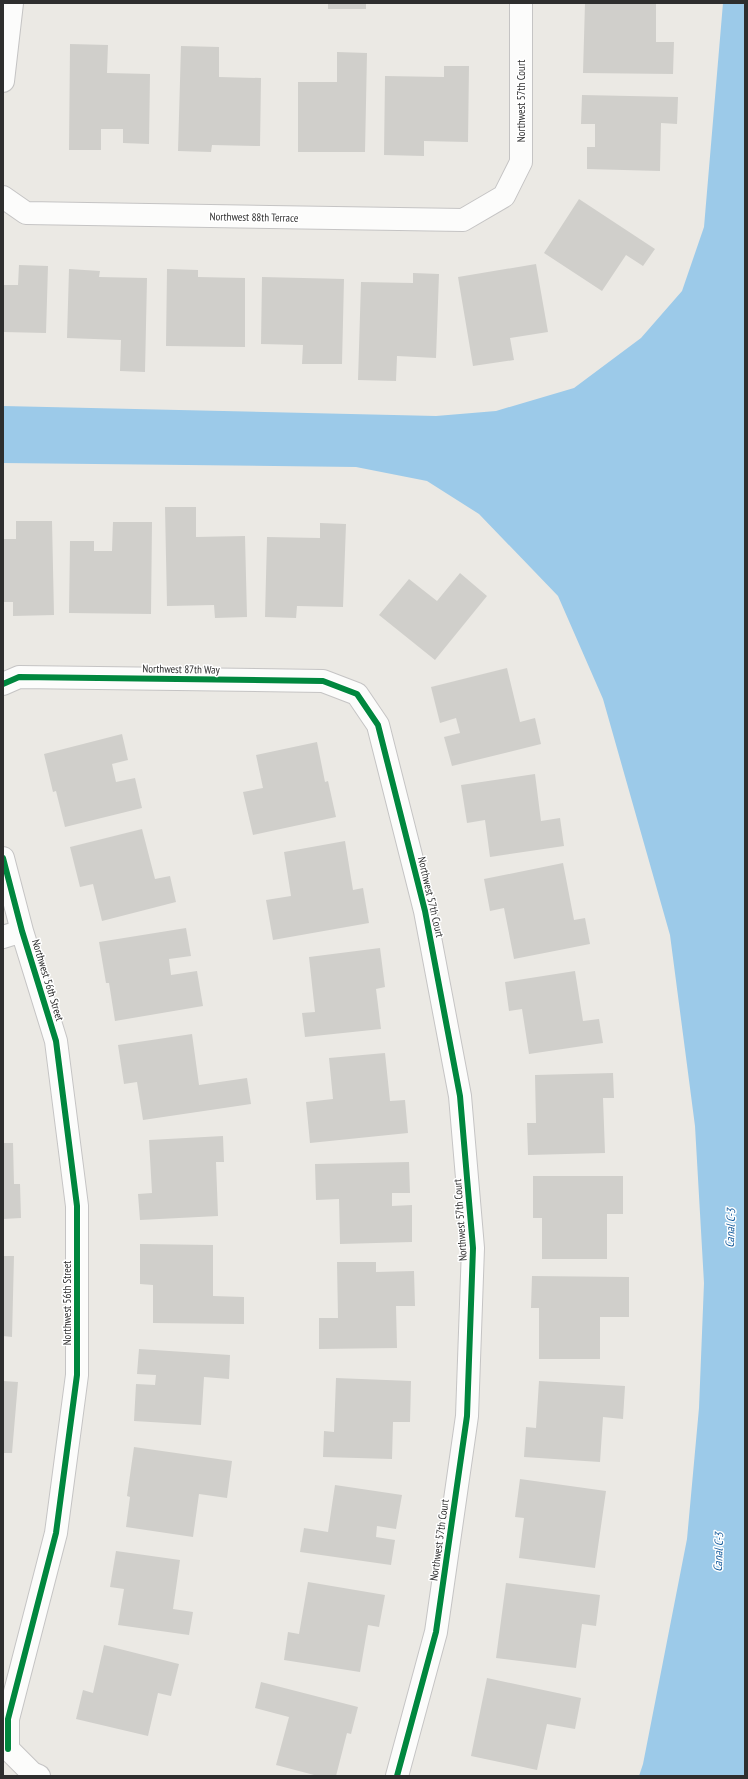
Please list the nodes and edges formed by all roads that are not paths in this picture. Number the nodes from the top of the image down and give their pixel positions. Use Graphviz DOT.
graph roads {
  1 [pos="12,3"];
  2 [pos="521,3"];
  3 [pos="4,58"];
  4 [pos="3,81"];
  5 [pos="504,196"];
  6 [pos="3,197"];
  7 [pos="3,684"];
  8 [pos="357,694"];
  9 [pos="3,858"];
  10 [pos="12,934"];
  11 [pos="6,1750"];
  12 [pos="39,1776"];
  13 [pos="397,1776"];
  1 -- 3 [label="street"];
  2 -- 5 [label="street, Northwest 57th Court"];
  3 -- 4 [label="street"];
  5 -- 6 [label="street, Northwest 88th Terrace"];
  7 -- 8 [label="street, Northwest 87th Way"];
  8 -- 13 [label="street, Northwest 57th Court"];
  9 -- 10 [label="street, Northwest 56th Street"];
  10 -- 11 [label="street, Northwest 56th Street"];
  11 -- 12 [label="street"];
}
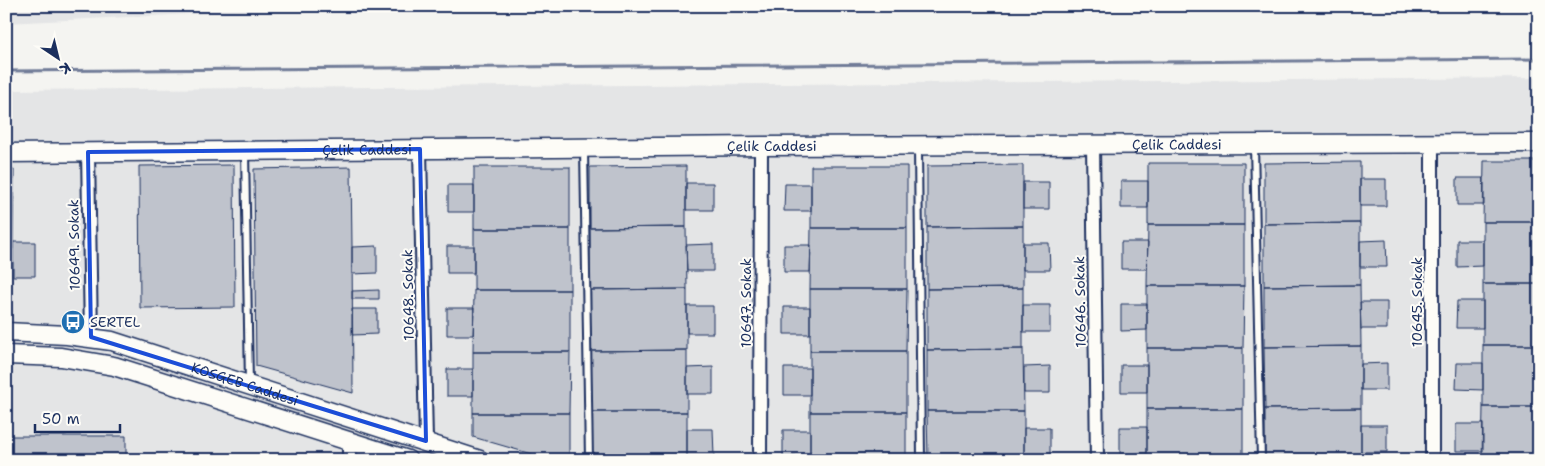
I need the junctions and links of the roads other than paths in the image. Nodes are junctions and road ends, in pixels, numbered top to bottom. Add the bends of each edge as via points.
1 (1539, 143) edge
2 (1254, 144) junction
3 (1432, 144) junction
4 (918, 145) junction
5 (1093, 145) junction
6 (761, 146) junction
7 (584, 147) junction
8 (420, 149) junction
9 (245, 150) junction
10 (88, 152) junction
11 (6, 153) edge
12 (6, 332) edge
13 (91, 337) junction
14 (6, 355) edge
15 (250, 385) junction
16 (350, 441) junction
17 (426, 441) junction
18 (349, 460) edge
19 (408, 460) edge
20 (480, 460) edge
21 (589, 460) edge
22 (760, 460) edge
23 (920, 460) edge
24 (1097, 460) edge
25 (1261, 460) edge
26 (1432, 460) edge

1 - 3 street, Çelik Caddesi
2 - 3 street, Çelik Caddesi
2 - 5 street, Çelik Caddesi
2 - 25 lane
3 - 26 street, 10645. Sokak
4 - 5 street, Çelik Caddesi
4 - 6 street, Çelik Caddesi
4 - 23 lane
5 - 24 street, 10646. Sokak
6 - 7 street, Çelik Caddesi
6 - 22 street, 10647. Sokak
7 - 8 street, Çelik Caddesi
7 - 21 lane
8 - 9 street, Çelik Caddesi
8 - 17 street, 10648. Sokak
9 - 10 street, Çelik Caddesi
9 - 15 lane
10 - 11 street, Çelik Caddesi
10 - 13 street, 10649. Sokak
12 - 13 street, KOSGEB Caddesi
13 - 15 street, KOSGEB Caddesi
14 - 16 street, KOSGEB Caddesi via 62,358 114,366
15 - 17 street, KOSGEB Caddesi
16 - 18 street
16 - 19 street, KOSGEB Caddesi
17 - 20 street, KOSGEB Caddesi

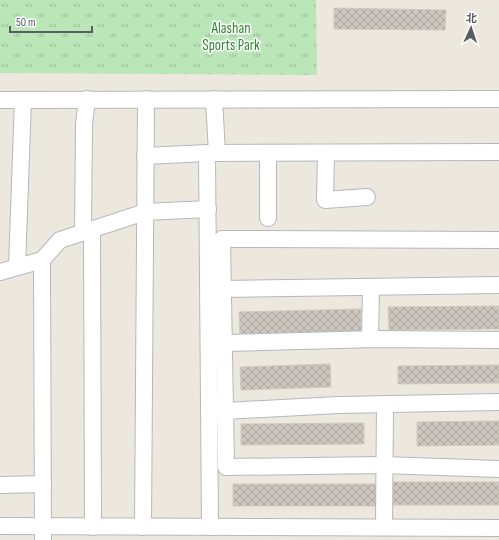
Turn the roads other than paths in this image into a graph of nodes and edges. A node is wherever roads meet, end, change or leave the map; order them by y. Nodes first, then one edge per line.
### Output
1 (499, 98) edge
2 (146, 99) junction
3 (214, 99) junction
4 (0, 100) edge
5 (23, 100) junction
6 (87, 100) junction
7 (499, 152) edge
8 (212, 153) junction
9 (268, 154) junction
10 (326, 154) junction
11 (146, 156) junction
12 (367, 197) dead end
13 (208, 209) junction
14 (145, 212) junction
15 (268, 218) dead end
16 (87, 231) junction
17 (499, 240) edge
18 (42, 260) junction
19 (17, 267) junction
20 (0, 272) edge
21 (499, 285) edge
22 (371, 287) junction
23 (222, 289) junction
24 (370, 339) junction
25 (499, 340) edge
26 (224, 343) junction
27 (499, 402) edge
28 (385, 404) junction
29 (225, 411) junction
30 (383, 465) junction
31 (499, 469) edge
32 (0, 484) edge
33 (43, 484) junction
34 (0, 526) edge
35 (94, 526) junction
36 (143, 527) junction
37 (210, 527) junction
38 (384, 528) junction
39 (499, 528) edge
40 (43, 533) edge
41 (117, 533) edge
42 (186, 533) edge

1 - 3 street
2 - 3 street
2 - 6 street
2 - 11 street
3 - 8 street
4 - 5 street
5 - 6 street
5 - 19 street
6 - 16 street
7 - 10 street
8 - 9 street
8 - 11 street
8 - 13 street
9 - 10 street
9 - 15 street
10 - 12 street
11 - 14 street
13 - 14 street
13 - 37 street
14 - 16 street
14 - 36 street
16 - 18 street
16 - 35 street
17 - 23 street
18 - 19 street
18 - 33 street
19 - 20 street
21 - 22 street
22 - 23 street
22 - 24 street
23 - 26 street
24 - 25 street
24 - 26 street
26 - 29 street
27 - 28 street
28 - 29 street
28 - 30 street
29 - 30 street
30 - 31 street
30 - 38 street
32 - 33 street
33 - 40 street
34 - 40 street
35 - 40 street
35 - 41 street
36 - 41 street
36 - 42 street
37 - 38 street
37 - 42 street
38 - 39 street

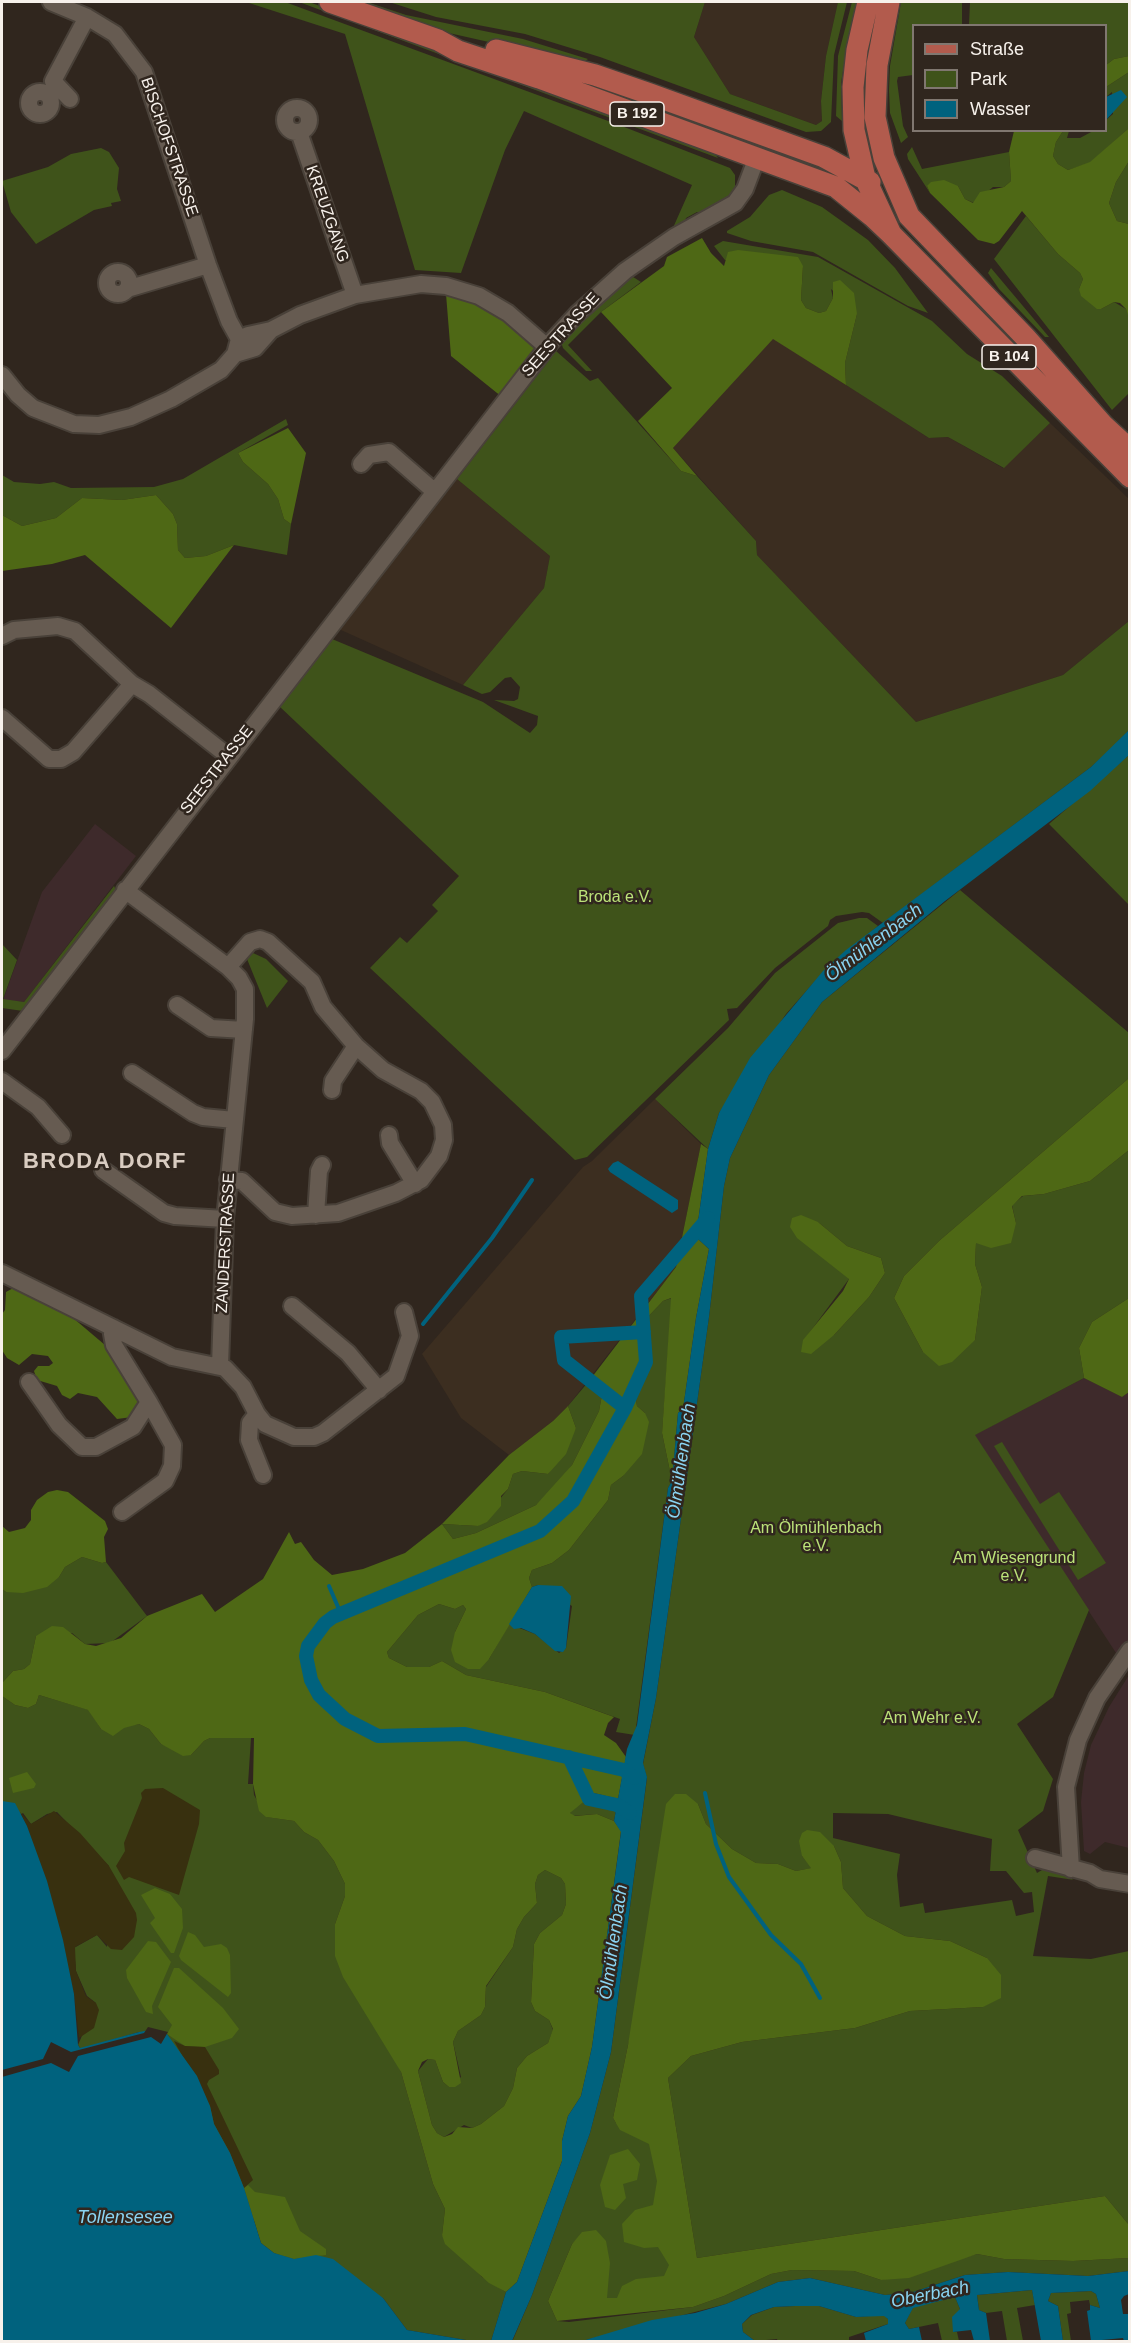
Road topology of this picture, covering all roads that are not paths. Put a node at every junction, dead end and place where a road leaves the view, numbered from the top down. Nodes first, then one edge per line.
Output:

******

YOUR INSTRUCTIONS: Write down all the entries exactly, but not the pictures they hold.

RESPONSE TO THE TASK:
Please list the nodes and edges formed by all roads that are not paths in this picture. Number the nodes from the top of the image down and give their pixel positions. Use Graphviz DOT.
graph roads {
  1 [pos="12,3"];
  2 [pos="521,3"];
  3 [pos="4,58"];
  4 [pos="3,81"];
  5 [pos="504,196"];
  6 [pos="3,197"];
  7 [pos="3,684"];
  8 [pos="357,694"];
  9 [pos="3,858"];
  10 [pos="12,934"];
  11 [pos="6,1750"];
  12 [pos="39,1776"];
  13 [pos="397,1776"];
  1 -- 3 [label="street"];
  2 -- 5 [label="street, Northwest 57th Court"];
  3 -- 4 [label="street"];
  5 -- 6 [label="street, Northwest 88th Terrace"];
  7 -- 8 [label="street, Northwest 87th Way"];
  8 -- 13 [label="street, Northwest 57th Court"];
  9 -- 10 [label="street, Northwest 56th Street"];
  10 -- 11 [label="street, Northwest 56th Street"];
  11 -- 12 [label="street"];
}
I need the junctions and links of the roads other than paths in the image. Nodes are junctions and road ends, in pixels, numbered top to bottom. Add the bends of each edge as via points.
1 (1539, 143) edge
2 (1254, 144) junction
3 (1432, 144) junction
4 (918, 145) junction
5 (1093, 145) junction
6 (761, 146) junction
7 (584, 147) junction
8 (420, 149) junction
9 (245, 150) junction
10 (88, 152) junction
11 (6, 153) edge
12 (6, 332) edge
13 (91, 337) junction
14 (6, 355) edge
15 (250, 385) junction
16 (350, 441) junction
17 (426, 441) junction
18 (349, 460) edge
19 (408, 460) edge
20 (480, 460) edge
21 (589, 460) edge
22 (760, 460) edge
23 (920, 460) edge
24 (1097, 460) edge
25 (1261, 460) edge
26 (1432, 460) edge

1 - 3 street, Çelik Caddesi
2 - 3 street, Çelik Caddesi
2 - 5 street, Çelik Caddesi
2 - 25 lane
3 - 26 street, 10645. Sokak
4 - 5 street, Çelik Caddesi
4 - 6 street, Çelik Caddesi
4 - 23 lane
5 - 24 street, 10646. Sokak
6 - 7 street, Çelik Caddesi
6 - 22 street, 10647. Sokak
7 - 8 street, Çelik Caddesi
7 - 21 lane
8 - 9 street, Çelik Caddesi
8 - 17 street, 10648. Sokak
9 - 10 street, Çelik Caddesi
9 - 15 lane
10 - 11 street, Çelik Caddesi
10 - 13 street, 10649. Sokak
12 - 13 street, KOSGEB Caddesi
13 - 15 street, KOSGEB Caddesi
14 - 16 street, KOSGEB Caddesi via 62,358 114,366
15 - 17 street, KOSGEB Caddesi
16 - 18 street
16 - 19 street, KOSGEB Caddesi
17 - 20 street, KOSGEB Caddesi

Turn the roads other than paths in this image into a graph of nodes and edges. A node is wherever roads meet, end, change or leave the map; order them by y. Nodes first, then one edge per line.
### Output
1 (499, 98) edge
2 (146, 99) junction
3 (214, 99) junction
4 (0, 100) edge
5 (23, 100) junction
6 (87, 100) junction
7 (499, 152) edge
8 (212, 153) junction
9 (268, 154) junction
10 (326, 154) junction
11 (146, 156) junction
12 (367, 197) dead end
13 (208, 209) junction
14 (145, 212) junction
15 (268, 218) dead end
16 (87, 231) junction
17 (499, 240) edge
18 (42, 260) junction
19 (17, 267) junction
20 (0, 272) edge
21 (499, 285) edge
22 (371, 287) junction
23 (222, 289) junction
24 (370, 339) junction
25 (499, 340) edge
26 (224, 343) junction
27 (499, 402) edge
28 (385, 404) junction
29 (225, 411) junction
30 (383, 465) junction
31 (499, 469) edge
32 (0, 484) edge
33 (43, 484) junction
34 (0, 526) edge
35 (94, 526) junction
36 (143, 527) junction
37 (210, 527) junction
38 (384, 528) junction
39 (499, 528) edge
40 (43, 533) edge
41 (117, 533) edge
42 (186, 533) edge

1 - 3 street
2 - 3 street
2 - 6 street
2 - 11 street
3 - 8 street
4 - 5 street
5 - 6 street
5 - 19 street
6 - 16 street
7 - 10 street
8 - 9 street
8 - 11 street
8 - 13 street
9 - 10 street
9 - 15 street
10 - 12 street
11 - 14 street
13 - 14 street
13 - 37 street
14 - 16 street
14 - 36 street
16 - 18 street
16 - 35 street
17 - 23 street
18 - 19 street
18 - 33 street
19 - 20 street
21 - 22 street
22 - 23 street
22 - 24 street
23 - 26 street
24 - 25 street
24 - 26 street
26 - 29 street
27 - 28 street
28 - 29 street
28 - 30 street
29 - 30 street
30 - 31 street
30 - 38 street
32 - 33 street
33 - 40 street
34 - 40 street
35 - 40 street
35 - 41 street
36 - 41 street
36 - 42 street
37 - 38 street
37 - 42 street
38 - 39 street

Road topology of this picture, covering all roads that are not paths. Put a node at every junction, dead end and place where a road leaves the view, numbered from the top down. Nodes first, then one edge per line.
Output:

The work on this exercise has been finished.